[Task goal]:
Nothing but an exact reprint of the records is to be returned.

Segment Start: Data records

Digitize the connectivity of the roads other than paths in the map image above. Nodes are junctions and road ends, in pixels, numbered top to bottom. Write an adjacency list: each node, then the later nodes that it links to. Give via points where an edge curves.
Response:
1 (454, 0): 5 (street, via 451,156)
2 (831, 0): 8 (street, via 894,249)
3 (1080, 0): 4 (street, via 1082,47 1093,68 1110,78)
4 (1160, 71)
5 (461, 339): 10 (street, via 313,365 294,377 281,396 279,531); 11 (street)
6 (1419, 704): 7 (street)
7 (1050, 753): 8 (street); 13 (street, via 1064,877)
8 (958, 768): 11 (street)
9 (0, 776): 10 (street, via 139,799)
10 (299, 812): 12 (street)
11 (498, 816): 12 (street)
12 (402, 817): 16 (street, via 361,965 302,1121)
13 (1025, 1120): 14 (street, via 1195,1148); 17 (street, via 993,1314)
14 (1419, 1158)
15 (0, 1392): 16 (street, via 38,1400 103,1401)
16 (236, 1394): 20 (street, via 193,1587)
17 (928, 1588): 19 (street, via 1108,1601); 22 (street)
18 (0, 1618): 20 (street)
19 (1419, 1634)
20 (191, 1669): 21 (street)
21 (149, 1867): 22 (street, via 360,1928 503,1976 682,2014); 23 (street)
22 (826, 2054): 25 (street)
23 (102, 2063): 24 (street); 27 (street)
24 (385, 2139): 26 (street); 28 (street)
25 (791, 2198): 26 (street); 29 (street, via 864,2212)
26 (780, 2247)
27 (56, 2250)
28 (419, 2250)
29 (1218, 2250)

Segment End: Data records

[Solution to the exercise]:
Digitize the connectivity of the roads other than paths in the map image above. Nodes are junctions and road ends, in pixels, numbered top to bottom. Write an adjacency list: each node, then the later nodes that it links to. Give via points where an edge curves.
Response:
1 (454, 0): 5 (street, via 451,156)
2 (831, 0): 8 (street, via 894,249)
3 (1080, 0): 4 (street, via 1082,47 1093,68 1110,78)
4 (1160, 71)
5 (461, 339): 10 (street, via 313,365 294,377 281,396 279,531); 11 (street)
6 (1419, 704): 7 (street)
7 (1050, 753): 8 (street); 13 (street, via 1064,877)
8 (958, 768): 11 (street)
9 (0, 776): 10 (street, via 139,799)
10 (299, 812): 12 (street)
11 (498, 816): 12 (street)
12 (402, 817): 16 (street, via 361,965 302,1121)
13 (1025, 1120): 14 (street, via 1195,1148); 17 (street, via 993,1314)
14 (1419, 1158)
15 (0, 1392): 16 (street, via 38,1400 103,1401)
16 (236, 1394): 20 (street, via 193,1587)
17 (928, 1588): 19 (street, via 1108,1601); 22 (street)
18 (0, 1618): 20 (street)
19 (1419, 1634)
20 (191, 1669): 21 (street)
21 (149, 1867): 22 (street, via 360,1928 503,1976 682,2014); 23 (street)
22 (826, 2054): 25 (street)
23 (102, 2063): 24 (street); 27 (street)
24 (385, 2139): 26 (street); 28 (street)
25 (791, 2198): 26 (street); 29 (street, via 864,2212)
26 (780, 2247)
27 (56, 2250)
28 (419, 2250)
29 (1218, 2250)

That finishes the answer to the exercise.